He died of suicide in 2002. He had become addicted to opioids after a work related accident that required 2 surgeries. During the last one, the surgeon accidentally severed an area near his spine which resulted in a near fatal infection. He was left with the grim prognosis that he’d never work again and he’d probably always have pain. He was prescribed pain killers and began abusing them when he had to double up to get relief. He doctor shopped and had 2 doctors prescribing him meds.
After 5 years, they decided to wean him, but the damage was done. He started buying them off the street, stealing money from our bank account, stealing from the kids, pawning our things, nearly bankrupting us. He killed himself after I kicked him out of our home, telling him he couldn’t come back unless he went to rehab.
BUT THIS DREAM!!
He was young and energetic. He was happy. He was laughing. He had no physical limitations. He was smiling and joyful. He was absolutely gorgeous. He was the man I had fallen in love with. I was young too, and we were back in our courtship days. He kept smiling at me and holding my hand. He came up behind me and wrapped his arms around me. He bent his head and kissed the side of my neck, the way he used to. In the dream, I was elated. In the dream, I kept thinking to myself, “Look at him! He’s gorgeous!” His face was right up next to mine and he was staring at me, and in the blink of an eye, he was gone.

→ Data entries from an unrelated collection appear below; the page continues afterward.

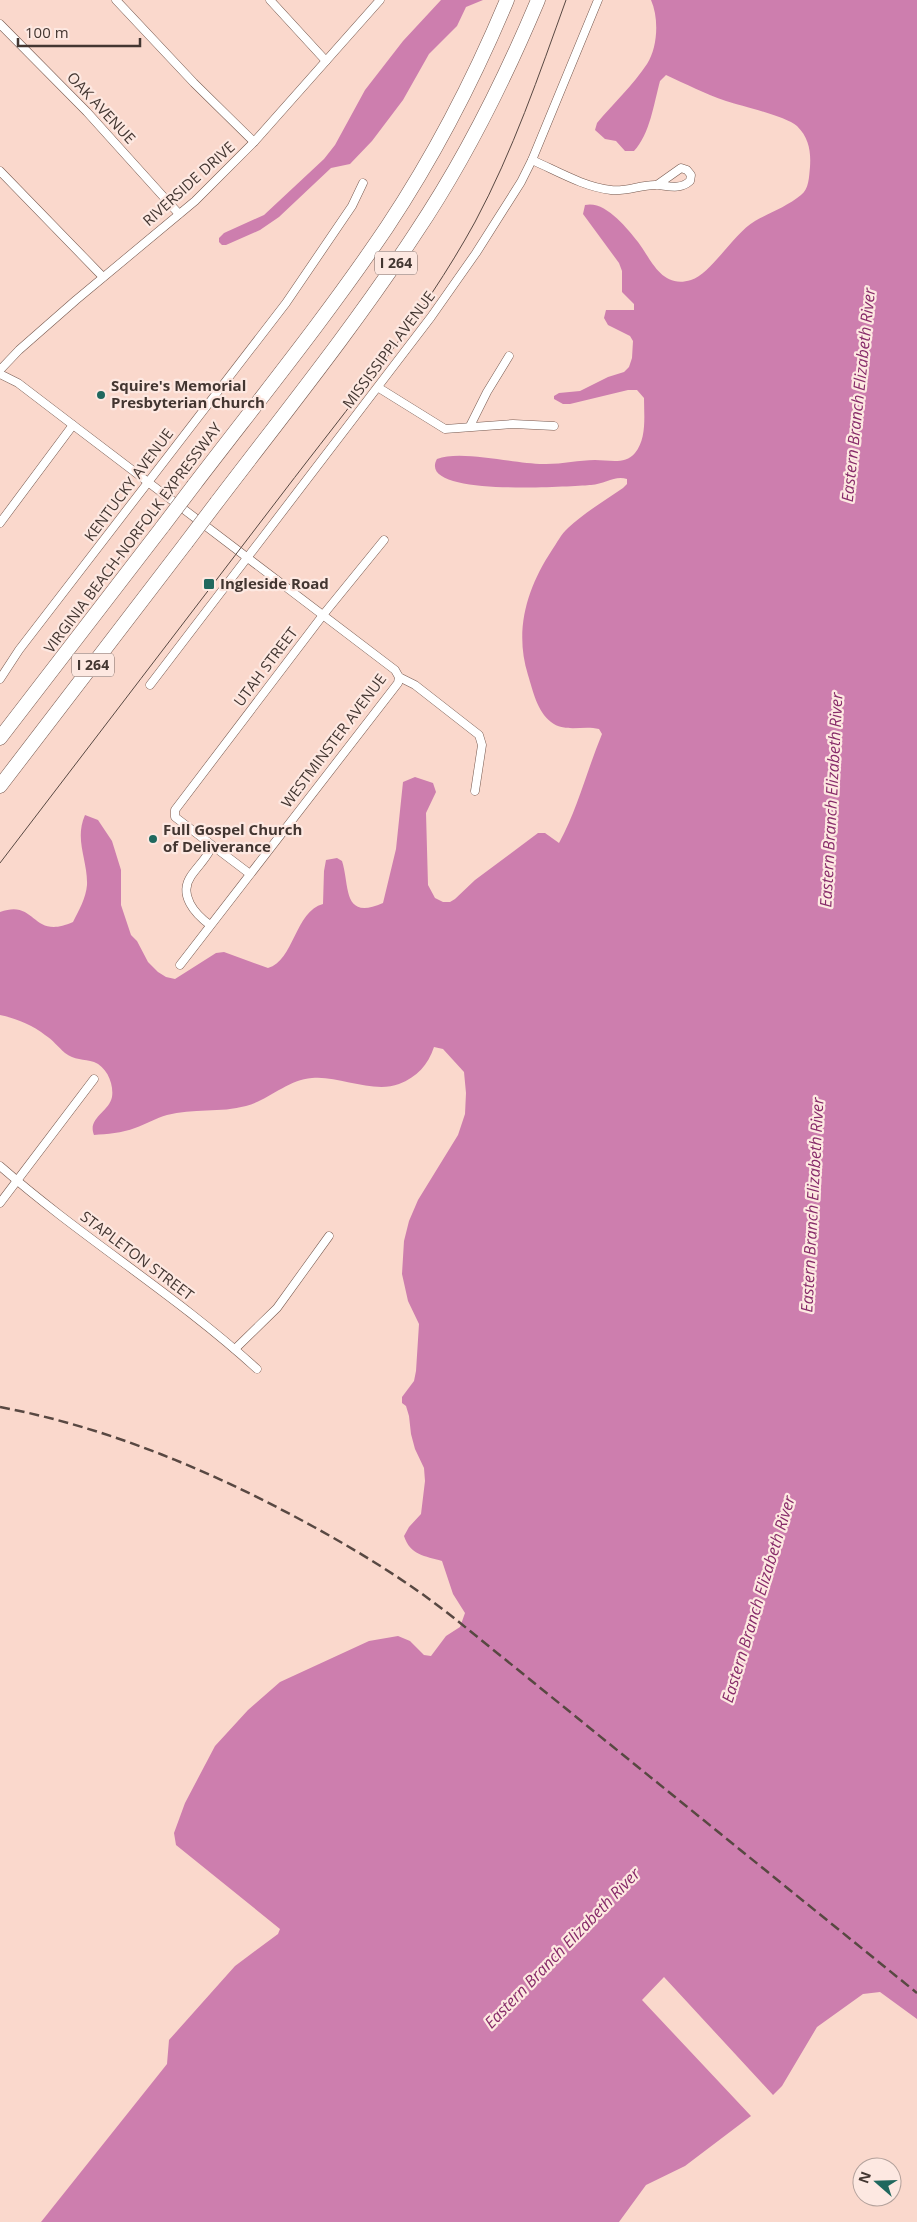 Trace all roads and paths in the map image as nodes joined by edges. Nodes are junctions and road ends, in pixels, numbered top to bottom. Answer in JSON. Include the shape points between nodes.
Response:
{"nodes":[{"id":1,"x":116,"y":0,"type":"edge"},
{"id":2,"x":270,"y":0,"type":"edge"},
{"id":3,"x":380,"y":0,"type":"edge"},
{"id":4,"x":507,"y":0,"type":"edge"},
{"id":5,"x":538,"y":0,"type":"edge"},
{"id":6,"x":598,"y":0,"type":"edge"},
{"id":7,"x":0,"y":24,"type":"edge"},
{"id":8,"x":326,"y":61,"type":"junction"},
{"id":9,"x":254,"y":142,"type":"junction"},
{"id":10,"x":532,"y":160,"type":"junction"},
{"id":11,"x":0,"y":171,"type":"edge"},
{"id":12,"x":362,"y":183,"type":"dead end"},
{"id":13,"x":657,"y":185,"type":"dead end"},
{"id":14,"x":179,"y":214,"type":"junction"},
{"id":15,"x":103,"y":278,"type":"junction"},
{"id":16,"x":509,"y":356,"type":"dead end"},
{"id":17,"x":0,"y":372,"type":"edge"},
{"id":18,"x":378,"y":388,"type":"junction"},
{"id":19,"x":73,"y":425,"type":"junction"},
{"id":20,"x":470,"y":426,"type":"junction"},
{"id":21,"x":554,"y":426,"type":"dead end"},
{"id":22,"x":149,"y":482,"type":"junction"},
{"id":23,"x":0,"y":523,"type":"edge"},
{"id":24,"x":384,"y":540,"type":"dead end"},
{"id":25,"x":247,"y":557,"type":"junction"},
{"id":26,"x":323,"y":615,"type":"junction"},
{"id":27,"x":399,"y":677,"type":"junction"},
{"id":28,"x":0,"y":679,"type":"edge"},
{"id":29,"x":150,"y":685,"type":"dead end"},
{"id":30,"x":0,"y":738,"type":"edge"},
{"id":31,"x":0,"y":786,"type":"edge"},
{"id":32,"x":475,"y":791,"type":"dead end"},
{"id":33,"x":208,"y":842,"type":"junction"},
{"id":34,"x":250,"y":874,"type":"junction"},
{"id":35,"x":210,"y":925,"type":"junction"},
{"id":36,"x":180,"y":965,"type":"dead end"},
{"id":37,"x":94,"y":1079,"type":"dead end"},
{"id":38,"x":0,"y":1166,"type":"edge"},
{"id":39,"x":17,"y":1181,"type":"junction"},
{"id":40,"x":0,"y":1203,"type":"edge"},
{"id":41,"x":329,"y":1236,"type":"dead end"},
{"id":42,"x":235,"y":1349,"type":"junction"},
{"id":43,"x":257,"y":1369,"type":"dead end"}],
"edges":[{"from":1,"to":9,"type":"street"},
{"from":2,"to":8,"type":"street"},
{"from":3,"to":8,"type":"street","name":"RIVERSIDE DRIVE"},
{"from":4,"to":30,"type":"highway","name":"VIRGINIA BEACH-NORFOLK EXPRESSWAY","number":"I 264","bridge":true,"via":[[448,126],[387,226],[334,301]]},
{"from":5,"to":31,"type":"highway","number":"I 264","bridge":true,"via":[[496,93],[416,233],[354,322]]},
{"from":6,"to":10,"type":"street","name":"MISSISSIPPI AVENUE"},
{"from":7,"to":14,"type":"street","name":"OAK AVENUE","via":[[87,112]]},
{"from":8,"to":9,"type":"street","name":"RIVERSIDE DRIVE"},
{"from":9,"to":14,"type":"street","name":"RIVERSIDE DRIVE"},
{"from":10,"to":13,"type":"street","via":[[610,190]]},
{"from":10,"to":18,"type":"street","name":"MISSISSIPPI AVENUE","via":[[476,253]]},
{"from":11,"to":15,"type":"street"},
{"from":12,"to":22,"type":"street","name":"KENTUCKY AVENUE","via":[[352,206],[286,303]]},
{"from":14,"to":15,"type":"street","name":"RIVERSIDE DRIVE"},
{"from":15,"to":17,"type":"street","name":"RIVERSIDE DRIVE","via":[[19,350]]},
{"from":16,"to":20,"type":"street"},
{"from":17,"to":19,"type":"street"},
{"from":18,"to":20,"type":"street","via":[[445,429]]},
{"from":18,"to":25,"type":"street","name":"MISSISSIPPI AVENUE"},
{"from":19,"to":22,"type":"street"},
{"from":19,"to":23,"type":"street"},
{"from":20,"to":21,"type":"street"},
{"from":22,"to":25,"type":"street"},
{"from":22,"to":28,"type":"street","name":"KENTUCKY AVENUE"},
{"from":24,"to":26,"type":"street","name":"UTAH STREET"},
{"from":25,"to":26,"type":"street"},
{"from":25,"to":29,"type":"street","name":"MISSISSIPPI AVENUE"},
{"from":26,"to":27,"type":"street","via":[[395,670]]},
{"from":26,"to":33,"type":"street","name":"UTAH STREET","via":[[174,814]]},
{"from":27,"to":32,"type":"street","via":[[415,685],[479,735],[482,746]]},
{"from":27,"to":34,"type":"street","name":"WESTMINSTER AVENUE","via":[[398,683]]},
{"from":33,"to":34,"type":"street"},
{"from":33,"to":35,"type":"street","via":[[210,850],[190,877],[186,891],[191,907]]},
{"from":34,"to":35,"type":"street","name":"WESTMINSTER AVENUE"},
{"from":35,"to":36,"type":"street","name":"WESTMINSTER AVENUE"},
{"from":37,"to":39,"type":"street"},
{"from":38,"to":39,"type":"street","name":"STAPLETON STREET"},
{"from":39,"to":40,"type":"street"},
{"from":39,"to":42,"type":"street","name":"STAPLETON STREET"},
{"from":41,"to":42,"type":"street","via":[[277,1308]]},
{"from":42,"to":43,"type":"street","name":"STAPLETON STREET"}]}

I jolted awake saying his name out loud. I looked around to make sure my present husband hadn’t heard me, but luckily he was still at the gym. I spent the next 30 minutes sitting on the side of the couch hugging myself, rocking back and forth, with an idiotic grin on my face. I’m agnostic – I don’t believe our souls go someplace (heaven) when we die. I believe we just end. But I have to admit, I kept thinking, “I hope I’m wrong. I hope we DO go someplace, and I hope he’s in the place where I just saw him.”